Exercise details: Copy out, from the data, each line containing the string "roads".

Provided records:
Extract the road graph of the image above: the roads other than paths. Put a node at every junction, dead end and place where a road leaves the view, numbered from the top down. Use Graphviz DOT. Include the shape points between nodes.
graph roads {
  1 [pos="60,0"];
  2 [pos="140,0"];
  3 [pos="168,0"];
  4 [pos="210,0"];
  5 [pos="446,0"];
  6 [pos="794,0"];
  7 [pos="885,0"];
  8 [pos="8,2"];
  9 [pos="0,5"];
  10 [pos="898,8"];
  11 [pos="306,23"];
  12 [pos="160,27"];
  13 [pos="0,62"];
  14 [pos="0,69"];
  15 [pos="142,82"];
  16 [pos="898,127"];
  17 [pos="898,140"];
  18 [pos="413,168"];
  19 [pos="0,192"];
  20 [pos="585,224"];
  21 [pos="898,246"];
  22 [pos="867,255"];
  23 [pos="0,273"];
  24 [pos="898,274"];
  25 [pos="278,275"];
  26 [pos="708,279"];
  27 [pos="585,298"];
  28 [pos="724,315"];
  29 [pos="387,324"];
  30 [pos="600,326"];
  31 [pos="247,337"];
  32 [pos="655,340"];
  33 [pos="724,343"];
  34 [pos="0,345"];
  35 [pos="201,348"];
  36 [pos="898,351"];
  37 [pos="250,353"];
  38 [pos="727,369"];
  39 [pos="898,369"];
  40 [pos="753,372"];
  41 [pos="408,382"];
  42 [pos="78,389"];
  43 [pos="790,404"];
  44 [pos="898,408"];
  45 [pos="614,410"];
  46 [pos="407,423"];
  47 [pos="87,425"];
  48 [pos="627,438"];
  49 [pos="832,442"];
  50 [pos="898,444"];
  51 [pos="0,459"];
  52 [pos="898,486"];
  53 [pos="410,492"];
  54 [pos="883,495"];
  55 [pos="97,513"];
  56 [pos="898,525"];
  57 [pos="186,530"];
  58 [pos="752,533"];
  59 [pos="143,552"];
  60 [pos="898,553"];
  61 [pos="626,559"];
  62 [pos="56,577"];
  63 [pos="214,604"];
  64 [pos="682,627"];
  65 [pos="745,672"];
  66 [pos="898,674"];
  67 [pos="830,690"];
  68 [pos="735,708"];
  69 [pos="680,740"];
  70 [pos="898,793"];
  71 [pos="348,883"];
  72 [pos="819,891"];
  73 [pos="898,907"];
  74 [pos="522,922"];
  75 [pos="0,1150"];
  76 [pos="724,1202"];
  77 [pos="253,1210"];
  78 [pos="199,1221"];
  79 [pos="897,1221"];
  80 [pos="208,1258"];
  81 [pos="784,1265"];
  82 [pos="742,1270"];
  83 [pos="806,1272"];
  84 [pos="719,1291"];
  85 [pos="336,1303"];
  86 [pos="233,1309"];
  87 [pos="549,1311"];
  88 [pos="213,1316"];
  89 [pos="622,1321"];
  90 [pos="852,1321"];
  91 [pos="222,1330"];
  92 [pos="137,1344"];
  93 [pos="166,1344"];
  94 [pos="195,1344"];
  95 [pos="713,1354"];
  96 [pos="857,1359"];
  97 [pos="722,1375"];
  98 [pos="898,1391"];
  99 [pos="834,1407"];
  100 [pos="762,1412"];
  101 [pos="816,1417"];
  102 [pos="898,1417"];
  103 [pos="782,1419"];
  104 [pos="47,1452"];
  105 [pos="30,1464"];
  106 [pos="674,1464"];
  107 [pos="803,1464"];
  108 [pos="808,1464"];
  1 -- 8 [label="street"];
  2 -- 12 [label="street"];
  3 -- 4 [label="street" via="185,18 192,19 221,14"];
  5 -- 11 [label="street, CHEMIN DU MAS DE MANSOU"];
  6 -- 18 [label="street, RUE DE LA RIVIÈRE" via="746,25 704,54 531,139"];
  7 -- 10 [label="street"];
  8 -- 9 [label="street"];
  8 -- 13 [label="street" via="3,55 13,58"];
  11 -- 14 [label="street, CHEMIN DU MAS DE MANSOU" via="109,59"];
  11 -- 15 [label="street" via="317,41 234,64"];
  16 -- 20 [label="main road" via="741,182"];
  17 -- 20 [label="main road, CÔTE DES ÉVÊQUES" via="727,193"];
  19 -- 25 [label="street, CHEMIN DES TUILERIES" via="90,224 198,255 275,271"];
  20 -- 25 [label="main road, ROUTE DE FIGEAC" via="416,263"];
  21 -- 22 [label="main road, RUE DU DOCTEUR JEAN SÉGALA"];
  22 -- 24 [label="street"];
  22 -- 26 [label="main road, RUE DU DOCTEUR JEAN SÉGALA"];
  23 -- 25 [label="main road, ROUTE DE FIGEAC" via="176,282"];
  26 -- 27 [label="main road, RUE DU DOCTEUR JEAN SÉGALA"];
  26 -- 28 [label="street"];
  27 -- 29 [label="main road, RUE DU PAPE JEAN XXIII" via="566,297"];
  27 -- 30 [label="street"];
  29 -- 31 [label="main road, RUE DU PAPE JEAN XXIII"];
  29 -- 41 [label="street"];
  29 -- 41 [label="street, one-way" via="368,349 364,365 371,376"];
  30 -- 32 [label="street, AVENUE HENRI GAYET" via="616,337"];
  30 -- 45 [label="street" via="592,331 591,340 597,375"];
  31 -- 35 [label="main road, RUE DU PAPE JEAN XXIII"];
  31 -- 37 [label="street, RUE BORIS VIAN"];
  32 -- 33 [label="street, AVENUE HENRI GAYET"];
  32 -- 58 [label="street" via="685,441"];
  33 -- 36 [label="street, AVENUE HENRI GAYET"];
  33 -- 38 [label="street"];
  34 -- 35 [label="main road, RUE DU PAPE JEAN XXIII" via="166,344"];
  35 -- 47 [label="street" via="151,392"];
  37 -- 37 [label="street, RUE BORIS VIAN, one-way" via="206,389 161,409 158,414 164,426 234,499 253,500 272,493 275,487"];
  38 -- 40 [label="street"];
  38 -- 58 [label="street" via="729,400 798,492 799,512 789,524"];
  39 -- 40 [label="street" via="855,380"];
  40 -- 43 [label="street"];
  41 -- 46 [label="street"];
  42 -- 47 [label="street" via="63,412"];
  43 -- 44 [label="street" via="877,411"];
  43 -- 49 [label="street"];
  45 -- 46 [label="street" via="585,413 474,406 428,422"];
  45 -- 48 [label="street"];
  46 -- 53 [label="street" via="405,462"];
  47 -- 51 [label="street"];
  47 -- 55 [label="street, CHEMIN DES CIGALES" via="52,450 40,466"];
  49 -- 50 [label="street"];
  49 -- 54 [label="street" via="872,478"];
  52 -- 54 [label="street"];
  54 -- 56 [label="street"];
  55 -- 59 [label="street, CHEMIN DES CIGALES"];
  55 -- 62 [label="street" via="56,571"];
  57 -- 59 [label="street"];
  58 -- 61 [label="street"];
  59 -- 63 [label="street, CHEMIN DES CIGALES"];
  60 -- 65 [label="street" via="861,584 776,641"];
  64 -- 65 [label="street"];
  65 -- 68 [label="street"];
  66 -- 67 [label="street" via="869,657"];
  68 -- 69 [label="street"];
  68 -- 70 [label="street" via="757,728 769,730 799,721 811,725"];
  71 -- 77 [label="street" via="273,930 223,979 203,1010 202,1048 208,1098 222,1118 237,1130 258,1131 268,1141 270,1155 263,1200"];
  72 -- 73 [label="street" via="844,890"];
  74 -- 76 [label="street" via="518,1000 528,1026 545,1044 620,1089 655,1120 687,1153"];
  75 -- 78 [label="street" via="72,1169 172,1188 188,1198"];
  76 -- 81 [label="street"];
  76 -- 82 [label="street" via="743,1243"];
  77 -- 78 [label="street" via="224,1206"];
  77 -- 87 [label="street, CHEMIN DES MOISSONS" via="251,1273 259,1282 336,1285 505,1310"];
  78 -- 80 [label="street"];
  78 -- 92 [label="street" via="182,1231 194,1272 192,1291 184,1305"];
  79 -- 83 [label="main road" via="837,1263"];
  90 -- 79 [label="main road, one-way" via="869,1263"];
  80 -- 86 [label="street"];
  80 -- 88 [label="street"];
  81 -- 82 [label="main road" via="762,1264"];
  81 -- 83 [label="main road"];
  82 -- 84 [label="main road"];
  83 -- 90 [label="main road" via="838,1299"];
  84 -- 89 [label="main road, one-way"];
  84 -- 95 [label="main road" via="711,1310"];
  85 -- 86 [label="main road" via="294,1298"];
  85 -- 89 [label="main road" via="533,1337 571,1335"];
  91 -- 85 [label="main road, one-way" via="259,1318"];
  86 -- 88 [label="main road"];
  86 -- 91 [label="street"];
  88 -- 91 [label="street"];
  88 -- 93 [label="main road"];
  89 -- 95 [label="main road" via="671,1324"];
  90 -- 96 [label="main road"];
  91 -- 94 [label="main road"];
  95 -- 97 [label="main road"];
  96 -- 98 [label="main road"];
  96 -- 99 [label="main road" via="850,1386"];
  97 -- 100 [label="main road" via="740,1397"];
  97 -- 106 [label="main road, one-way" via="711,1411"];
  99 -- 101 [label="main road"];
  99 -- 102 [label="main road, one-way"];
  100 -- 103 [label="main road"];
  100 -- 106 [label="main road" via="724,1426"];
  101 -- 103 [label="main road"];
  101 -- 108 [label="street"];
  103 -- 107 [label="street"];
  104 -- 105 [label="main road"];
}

Task solution:
Extract the road graph of the image above: the roads other than paths. Put a node at every junction, dead end and place where a road leaves the view, numbered from the top down. Use Graphviz DOT. Include the shape points between nodes.
graph roads {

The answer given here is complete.